Testimoniare Gesù

Un giorno una parola – commento a Luca 10, 16

Il Signore era con Samuele e non lasciò andare a vuoto nessuna delle sue parole
I Samuele 3, 19

Gesù dice: Chi ascolta voi ascolta me
Luca 10, 16

Al termine del racconto della missione dei 70 (o 72!) troviamo il discorso di Gesù sulle città di Corazin, Betsàida e Capernaum. Si tratta del risultato della predicazione degli inviati perché quelle città non hanno saputo ascoltare e ricevere l’annuncio dei testimoni. Perciò il cuore del nostro testo è il rapporto tra annuncio e ascolto. 

Nell’elencare le cose che Gesù ha fatto vi sono le grandi opere potenti, l’insegnamento con le parabole, i discorsi di conflitto con farisei, scribi e sadducei, e l’invio dei discepoli per preparare l’opera di Gesù quale annuncio del Regno. Il risultato di tutto questo insieme di attività è racchiuso nella parola “ascolto”. Il popolo dei credenti deve essere disposto a ricevere e ascoltare la grande parola del Signore, parola di vita vera.

Il fatto importante è che l’ascolto è legato all’opera non solo di Gesù, ma anche dei discepoli, degli inviati.

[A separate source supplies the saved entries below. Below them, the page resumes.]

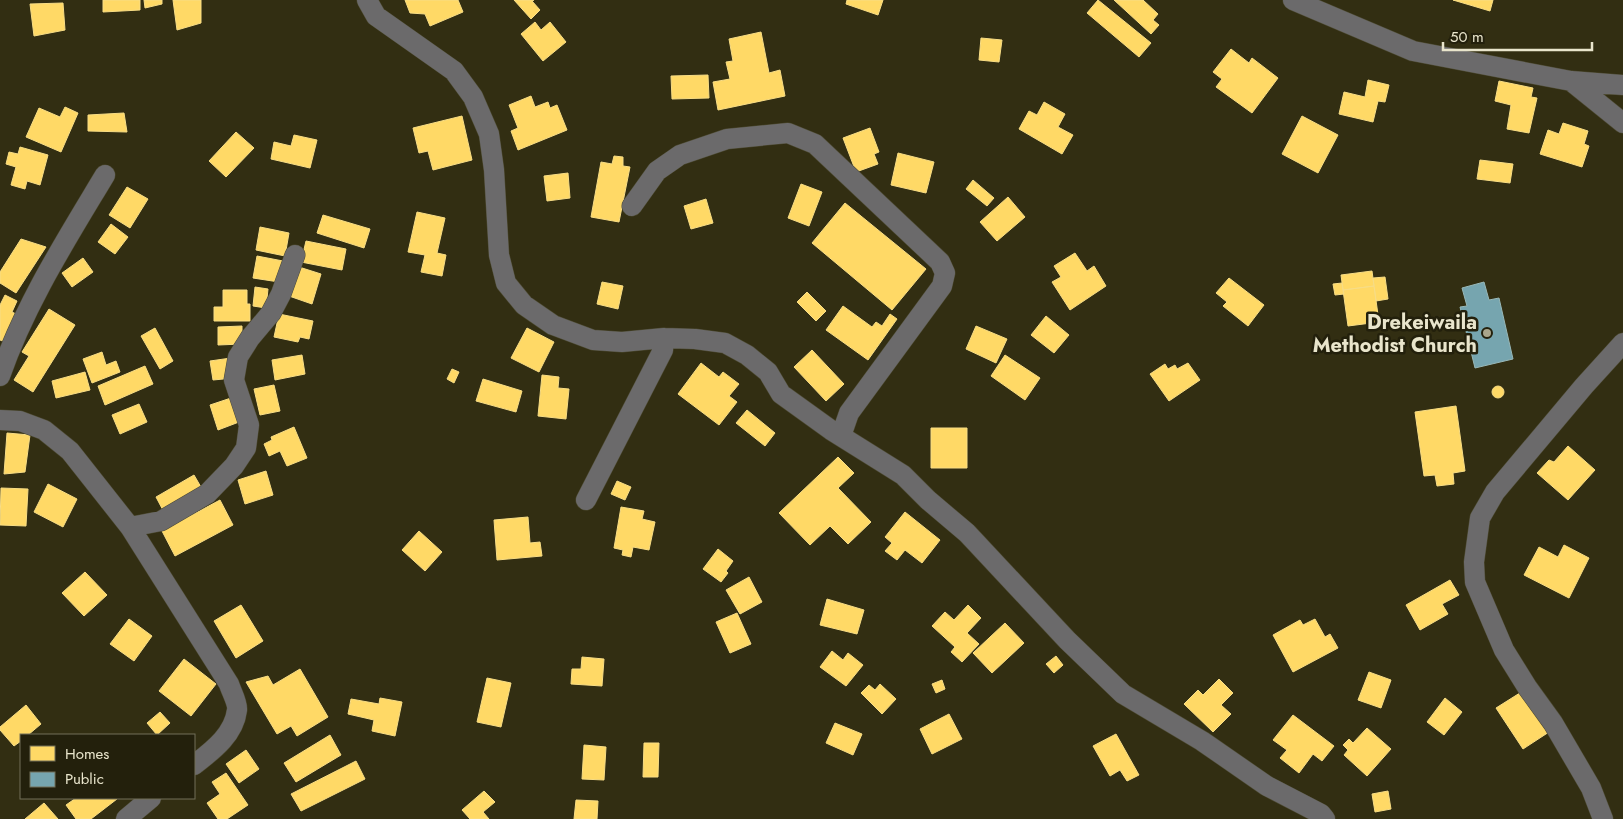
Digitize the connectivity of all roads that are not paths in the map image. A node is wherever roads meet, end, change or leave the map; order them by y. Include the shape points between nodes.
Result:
1 (368, 0) edge
2 (1293, 0) edge
3 (1571, 81) junction
4 (1623, 85) edge
5 (1623, 123) edge
6 (105, 175) dead end
7 (632, 206) dead end
8 (295, 255) dead end
9 (664, 338) junction
10 (1623, 342) edge
11 (0, 376) edge
12 (0, 420) edge
13 (841, 436) junction
14 (586, 500) dead end
15 (130, 528) junction
16 (195, 764) edge
17 (150, 799) edge
18 (126, 819) edge
19 (1325, 819) edge
20 (1603, 819) edge

1 - 9 street via 376,16 454,71 473,97 489,134 499,255 506,284 524,305 553,325 593,340 622,342
2 - 3 street via 1413,51
3 - 4 street
3 - 5 street
6 - 11 street via 50,266 11,342
7 - 13 street via 657,171 680,155 726,140 788,133 815,144 940,262 945,273 942,286 849,412
8 - 15 street via 271,313 238,357 234,380 248,425 246,448 207,494 161,521
9 - 13 street via 725,343 747,355 768,372 781,394
9 - 14 street via 663,350
10 - 20 street via 1495,492 1480,518 1474,562 1475,582 1504,650 1586,780
12 - 15 street via 20,421 44,430 70,450
13 - 19 street via 903,475 967,533 1067,640 1123,694
15 - 16 street via 229,684 237,709 220,745
17 - 18 street

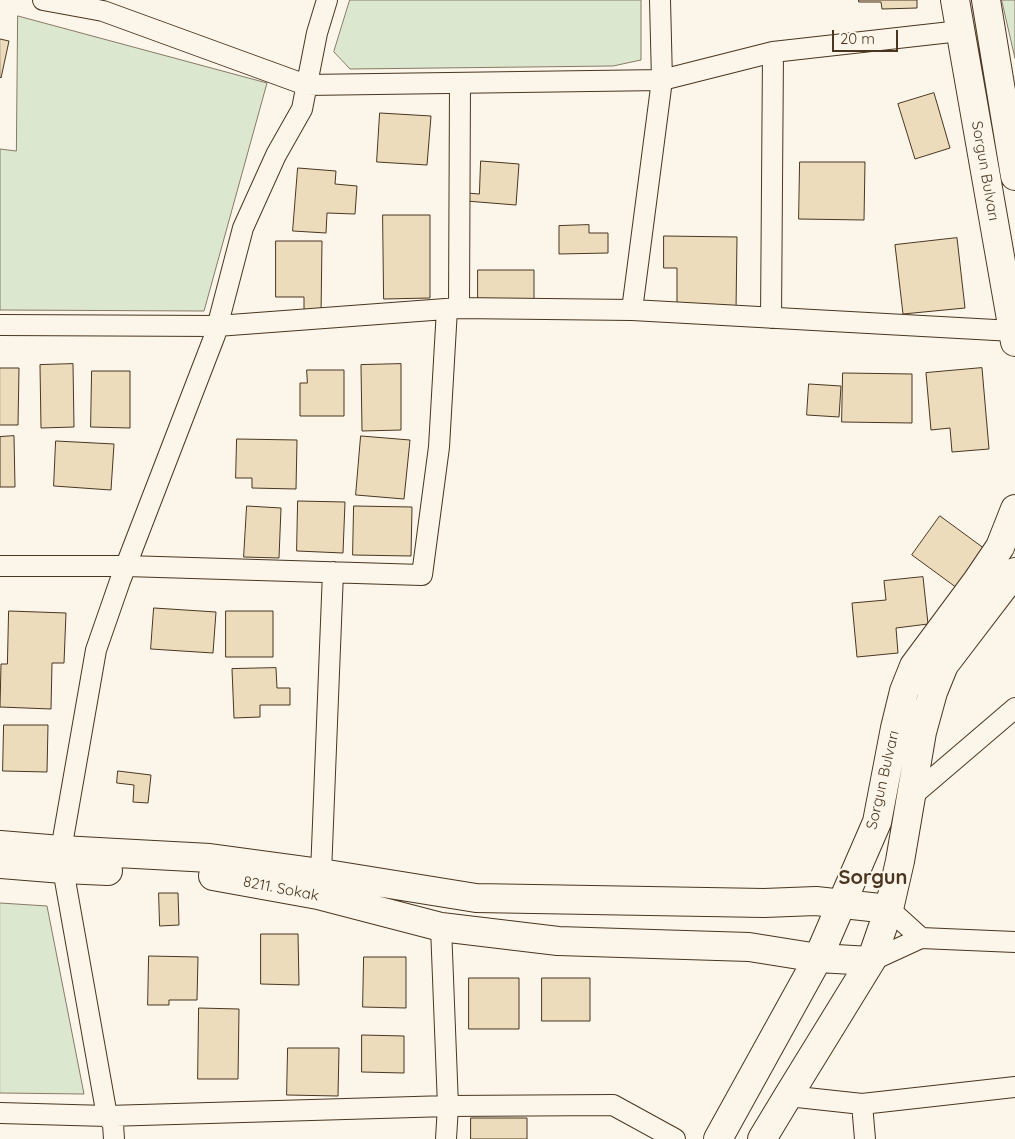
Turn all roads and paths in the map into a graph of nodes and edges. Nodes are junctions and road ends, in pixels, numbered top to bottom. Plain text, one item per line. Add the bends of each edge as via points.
1 (43, 0) edge
2 (327, 0) edge
3 (660, 0) edge
4 (955, 0) edge
5 (986, 0) edge
6 (103, 5) edge
7 (960, 31) junction
8 (773, 52) junction
9 (662, 80) junction
10 (460, 83) junction
11 (306, 85) junction
12 (1008, 97) edge
13 (1015, 176) edge
14 (453, 309) junction
15 (632, 310) junction
16 (771, 318) junction
17 (0, 325) edge
18 (217, 326) junction
19 (1014, 337) edge
20 (1015, 509) edge
21 (0, 566) edge
22 (126, 566) junction
23 (333, 572) junction
24 (1015, 572) edge
25 (1015, 708) edge
26 (911, 797) junction
27 (0, 845) edge
28 (62, 859) junction
29 (0, 864) edge
30 (321, 873) junction
31 (841, 903) junction
32 (889, 909) junction
33 (441, 927) junction
34 (921, 938) junction
35 (1015, 942) edge
36 (818, 958) junction
37 (871, 961) junction
38 (1015, 1087) edge
39 (788, 1096) junction
40 (862, 1104) junction
41 (448, 1106) junction
42 (0, 1113) edge
43 (107, 1116) junction
44 (114, 1139) edge
45 (446, 1139) edge
46 (675, 1139) edge
47 (718, 1139) edge
48 (762, 1139) edge
49 (865, 1139) edge

1 - 6 street
2 - 11 street
3 - 9 street
4 - 7 main road, Sorgun Bulvarı
5 - 12 main road, Sorgun Bulvarı
6 - 11 street
7 - 8 street
7 - 19 main road, Sorgun Bulvarı
8 - 9 street
8 - 16 street
9 - 10 street
9 - 15 street
10 - 11 street
10 - 14 street
11 - 18 street via 302,108 276,155 244,228
12 - 13 main road, Sorgun Bulvarı
14 - 15 street
14 - 18 street
14 - 23 street via 422,575
15 - 16 street
16 - 19 street
17 - 18 street
18 - 22 street
20 - 31 main road, Sorgun Bulvarı via 1000,547 914,666 904,690 877,822
21 - 22 street
22 - 23 street
22 - 28 street via 96,650
23 - 30 street
24 - 26 main road, Sorgun Bulvarı via 944,665 922,732
25 - 26 street
26 - 32 main road, Sorgun Bulvarı
27 - 28 main road
28 - 29 main road, 8211. Sokak
28 - 30 main road via 210,858
28 - 33 main road, 8211. Sokak via 212,876 318,895
28 - 43 street
30 - 31 main road via 476,898
31 - 32 main road
31 - 36 main road, Sorgun Bulvarı
32 - 34 street
32 - 37 main road, Sorgun Bulvarı
33 - 36 main road, 8211. Sokak via 558,941 750,947
33 - 41 street
34 - 35 street
34 - 37 street
36 - 37 main road, 8211. Sokak
36 - 47 main road, Sorgun Bulvarı
37 - 39 main road, Sorgun Bulvarı
38 - 40 street
39 - 40 street
39 - 48 main road, Sorgun Bulvarı
40 - 49 street
41 - 43 street
41 - 45 street
41 - 46 street via 614,1105
42 - 43 street
43 - 44 street via 114,1124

Essi parlano non portando conoscenze, esperienze e storie della propria storia di fede: nel loro parlare è lo stesso Gesù che parla! È una responsabilità messa nel cuore e nelle parole dei credenti che non sono inviati a fare conferenze, ma a testimoniare Gesù.

Parlando della predicazione qualcuno ha scritto che il popolo deve ricevere dai credenti non un messaggio frutto di sapienza, ma la stessa parola creatrice di Dio. Chi ascolta deve ascoltare Gesù stesso!